2 手动synchronize和Event适用场景
通过上面的代码示例可以看到,通过同步函数统计的时间和Event方法统计的时间基本一致(差异1ms内)。那两者有什么区别呢?如果只是简单统计一个模型的推理时间确实看不出什么差异。但如果要统计一个完整AI应用通路(其中可能包含多个模型以及各种CPU计算)中不同模型的耗时,而又不想影响到整个通路的性能,那么建议使用Event方法。因为使用同步函数可能会让Host长期处于等待状态,等待过程中也无法干其他的事情,从而导致计算资源的浪费。可以看看下面这个示例,整个通路由Model1推理+一段纯CPU计算+Model2推理串行构成,假设想统计一下model1、model2推理分别用了多长时间:
import time
import torch
import torch.nn as nn
import numpy as np
class CustomModel1(nn.Module):
def __init__(self):
super().__init__()
self.part0 = nn.Sequential(
nn.Conv2d(in_channels=3, out_channels=512, kernel_size=3, stride=2, padding=1),
nn.GELU(),
nn.Conv2d(in_channels=512, out_channels=1024, kernel_size=3, stride=2, padding=1),
nn.GELU()
)
def forward(self, x):
x = self.part0(x)
return x
class CustomModel2(nn.Module):
def __init__(self):
super().__init__()
self.part1 = nn.Sequential(
nn.AdaptiveAvgPool2d(output_size=(1, 1)),
nn.Flatten(),
nn.Linear(in_features=1024, out_features=2048),
nn.GELU(),
nn.Linear(in_features=2048, out_features=512),
nn.GELU(),
nn.Linear(in_features=512, out_features=1)
)
def forward(self, x):
x = self.part1(x)
return x
def do_pure_cpu_task():
x = np.random.randn(1, 3, 512, 512)
x = x.astype(np.float32)
x = x * 1024 ** 0.5
def cal_time2(model1, model2, x):
device = x.device
with torch.inference_mode():
time_total_list = []
time_model1_list = []
time_model2_list = []
for _ in range(50):
torch.cuda.synchronize(device)
ts1 = time.perf_counter()
ret = model1(x)
torch.cuda.synchronize(device)
td1 = time.perf_counter()
do_pure_cpu_task()
torch.cuda.synchronize(device)
ts2 = time.perf_counter()
ret = model2(ret)
torch.cuda.synchronize(device)
td2 = time.perf_counter()
time_model1_list.append(td1 - ts1)
time_model2_list.append(td2 - ts2)
time_total_list.append(td2 - ts1)
avg_model1 = sum(time_model1_list[5:]) / len(time_model1_list[5:])

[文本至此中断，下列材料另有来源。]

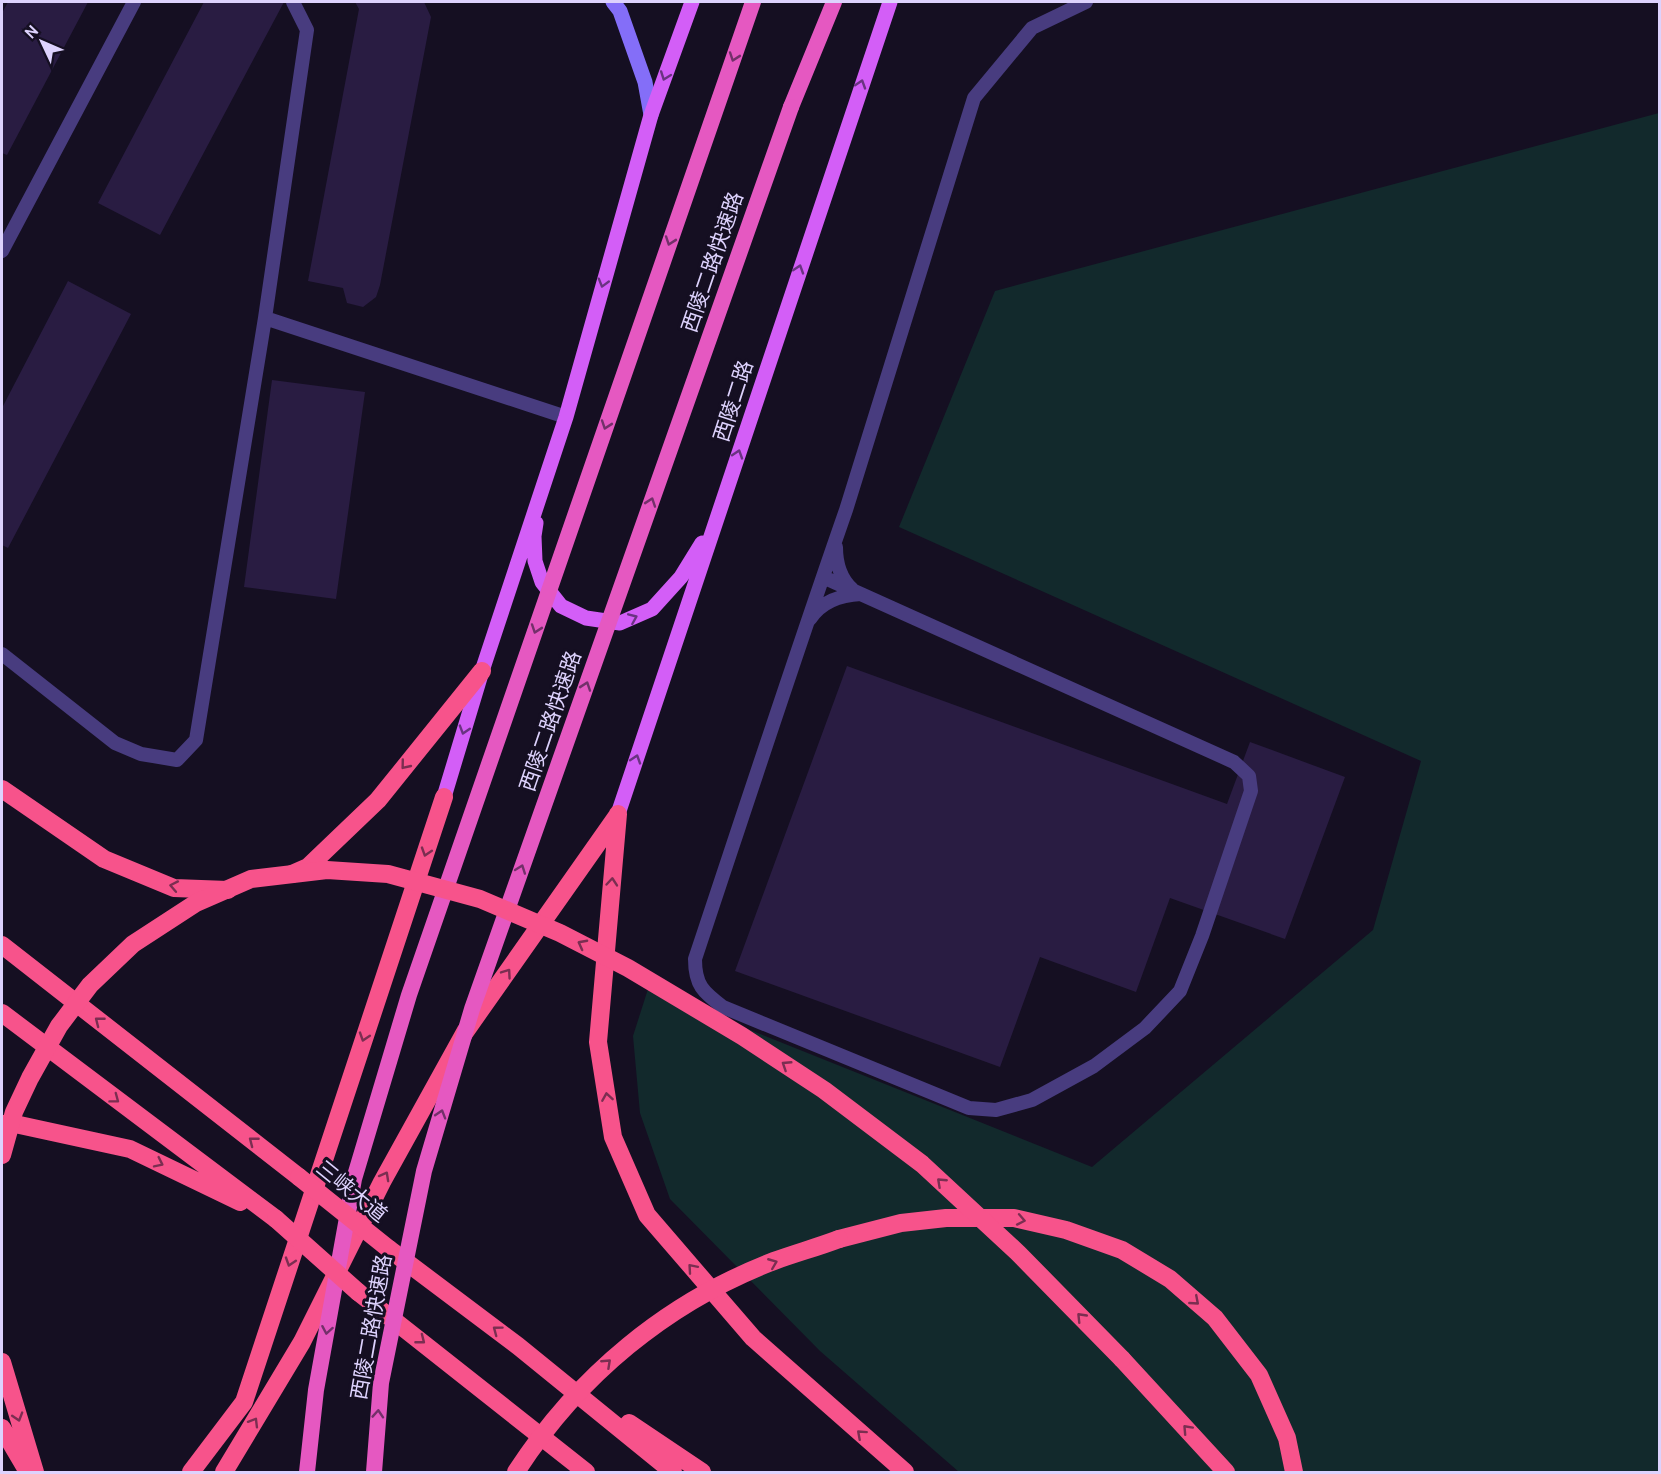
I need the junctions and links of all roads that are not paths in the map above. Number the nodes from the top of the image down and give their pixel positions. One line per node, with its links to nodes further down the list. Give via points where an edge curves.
1 (134, 2): 10 (lane)
2 (293, 2): 11 (lane, via 307,30)
3 (613, 2): 9 (main road, via 620,11 645,82)
4 (692, 2): 9 (main road, one-way to 9)
5 (753, 2): 37 (highway, 西陵二路快速路, one-way to 37, bridge, via 409,995 374,1108 354,1179 316,1390)
6 (834, 2): 26 (highway, 西陵二路快速路, one-way to 6, bridge, via 791,107)
7 (890, 2): 14 (main road, 西陵二路, one-way to 7)
8 (1086, 2): 15 (lane, via 1032,28 974,98)
9 (651, 115): 12 (main road, one-way to 12)
10 (2, 251)
11 (265, 318): 12 (lane); 19 (lane, via 196,740 177,760 141,754 115,742)
12 (566, 417): 13 (main road)
13 (543, 485): 14 (main road, one-way to 14, via 534,536 542,582 561,606 586,618 620,623 652,609 681,577 704,540); 20 (main road)
14 (725, 491): 23 (main road, 西陵二路, one-way to 14)
15 (838, 533): 16 (lane); 17 (lane, via 838,565 845,580)
16 (823, 577): 17 (lane); 18 (lane)
17 (858, 593): 18 (lane, via 833,600 817,610); 18 (lane, via 1226,758 1249,776 1251,791 1180,991 1144,1028 1094,1066 1032,1100 996,1110 969,1108 723,1007 700,987 695,959)
18 (807, 623)
19 (2, 654)
20 (482, 670): 21 (highway, one-way to 21, via 378,800 308,867 270,883 233,890 174,888 104,859); 22 (main road, one-way to 22)
21 (2, 789)
22 (444, 796): 35 (highway, one-way to 35, via 244,1402)
23 (618, 814): 26 (highway, one-way to 23); 43 (highway, one-way to 23, via 753,1338 647,1215 613,1137 598,1042)
24 (2, 945): 30 (highway, 三峡大道, one-way to 24, bridge, via 388,1249)
25 (2, 1013): 29 (highway, one-way to 29)
26 (465, 1032): 36 (highway, one-way to 26, via 302,1342 382,1182); 38 (highway, 西陵二路快速路, one-way to 26, bridge, via 381,1383 422,1182)
27 (2, 1124): 29 (highway, one-way to 29, via 129,1149)
28 (2, 1155): 44 (highway, one-way to 28, bridge, via 1018,1253 922,1164 824,1090 628,968 560,933 480,899 388,874 327,870 251,879 196,903 133,944 90,985 59,1026 14,1112)
29 (276, 1219): 40 (highway, one-way to 40, bridge, via 358,1292)
30 (518, 1346): 41 (highway, 三峡大道); 42 (highway)
31 (2, 1362): 34 (highway, one-way to 34)
32 (2, 1428): 33 (highway)
33 (28, 1473)
34 (35, 1473)
35 (191, 1473)
36 (224, 1473)
37 (307, 1473)
38 (374, 1473)
39 (516, 1473): 45 (highway, one-way to 45, bridge, via 569,1401 608,1362 650,1327 702,1296 773,1262 901,1223 1014,1218 1066,1230 1122,1250 1170,1279 1215,1318 1259,1375 1287,1438)
40 (586, 1473)
41 (674, 1473)
42 (702, 1473)
43 (904, 1473)
44 (1226, 1473)
45 (1294, 1473)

avg_model2 = sum(time_model2_list[5:]) / len(time_model2_list[5:])
avg_total = sum(time_total_list[5:]) / len(time_total_list[5:])
print(f"syn avg model1 time: {avg_model1:.5f}, model2 time: {avg_model2:.5f}, total time: {avg_total:.5f}")

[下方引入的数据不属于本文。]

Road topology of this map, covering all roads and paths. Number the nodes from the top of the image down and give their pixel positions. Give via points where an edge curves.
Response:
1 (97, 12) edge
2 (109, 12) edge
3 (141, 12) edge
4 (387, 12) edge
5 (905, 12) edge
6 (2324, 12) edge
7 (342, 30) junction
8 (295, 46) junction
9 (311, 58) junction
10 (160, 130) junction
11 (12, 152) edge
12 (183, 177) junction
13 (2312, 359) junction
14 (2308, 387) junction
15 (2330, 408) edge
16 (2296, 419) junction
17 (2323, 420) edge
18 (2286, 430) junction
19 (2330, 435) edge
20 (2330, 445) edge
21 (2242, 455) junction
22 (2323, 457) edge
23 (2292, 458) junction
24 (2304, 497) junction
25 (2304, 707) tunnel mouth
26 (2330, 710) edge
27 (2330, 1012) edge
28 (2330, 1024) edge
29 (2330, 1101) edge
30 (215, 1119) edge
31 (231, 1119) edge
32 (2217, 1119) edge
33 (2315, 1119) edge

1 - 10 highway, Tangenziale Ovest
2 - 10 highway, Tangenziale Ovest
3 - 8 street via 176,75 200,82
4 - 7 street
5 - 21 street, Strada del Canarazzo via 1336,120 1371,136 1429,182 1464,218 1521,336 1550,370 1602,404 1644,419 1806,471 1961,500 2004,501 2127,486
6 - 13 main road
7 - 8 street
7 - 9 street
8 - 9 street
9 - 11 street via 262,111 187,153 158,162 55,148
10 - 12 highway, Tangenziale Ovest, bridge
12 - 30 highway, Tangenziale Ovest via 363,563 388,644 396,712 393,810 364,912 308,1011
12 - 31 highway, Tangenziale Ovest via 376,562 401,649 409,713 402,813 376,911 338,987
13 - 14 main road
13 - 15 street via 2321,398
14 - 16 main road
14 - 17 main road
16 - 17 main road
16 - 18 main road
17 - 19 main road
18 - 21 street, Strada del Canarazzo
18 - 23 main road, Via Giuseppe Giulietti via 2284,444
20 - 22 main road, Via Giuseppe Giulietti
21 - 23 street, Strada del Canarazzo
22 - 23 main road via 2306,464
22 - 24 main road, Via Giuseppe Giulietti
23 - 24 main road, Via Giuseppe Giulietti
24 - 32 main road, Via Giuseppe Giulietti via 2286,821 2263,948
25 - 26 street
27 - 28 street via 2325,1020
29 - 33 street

def cal_time3(model1, model2, x):
with torch.inference_mode():
model1_start_event = torch.cuda.Event(enable_timing=True)
model1_end_event = torch.cuda.Event(enable_timing=True)
model2_start_event = torch.cuda.Event(enable_timing=True)
model2_end_event = torch.cuda.Event(enable_timing=True)
time_total_list = []
time_model1_list = []
time_model2_list = []
for _ in range(50):
model1_start_event.record()
ret = model1(x)
model1_end_event.record()
do_pure_cpu_task()
model2_start_event.record()
ret = model2(ret)
model2_end_event.record()
model2_end_event.synchronize()
time_model1_list.append(model1_start_event.elapsed_time(model1_end_event) / 1000)
time_model2_list.append(model2_start_event.elapsed_time(model2_end_event) / 1000)
time_total_list.append(model1_start_event.elapsed_time(model2_end_event) / 1000)
avg_model1 = sum(time_model1_list[5:]) / len(time_model1_list[5:])
avg_model2 = sum(time_model2_list[5:]) / len(time_model2_list[5:])
avg_total = sum(time_total_list[5:]) / len(time_total_list[5:])
print(f"event avg model1 time: {avg_model1:.5f}, model2 time: {avg_model2:.5f}, total time: {avg_total:.5f}")
def main():
device = torch.device("cuda:0")
model1 = CustomModel1().eval().to(device)
model2 = CustomModel2().eval().to(device)
x = torch.randn(size=(32, 3, 224, 224), device=device)
cal_time2(model1, model2, x)
cal_time3(model1, model2, x)
if __name__ == '__main__':
main()
终端输出:
syn avg model1 time: 0.04725, model2 time: 0.00125, total time: 0.05707
event avg model1 time: 0.04697, model2 time: 0.00099, total time: 0.04797
通过终端打印的结果可以看到无论是使用同步函数还是Event方法统计的model1、model2的推理时间基本是一致的。但对于整个通路而言使用同步函数时总时间明显变长了。下图大致解释了为什么使用同步函数时导致整个通路变长的原因,主要是在model1发送完指令后使用同步函数时会一直等待Device侧计算结束,期间啥也不能干。而使用Event方法时在model1发送完指令后不会阻塞Host,可以立马去进行后面的CPU计算任务。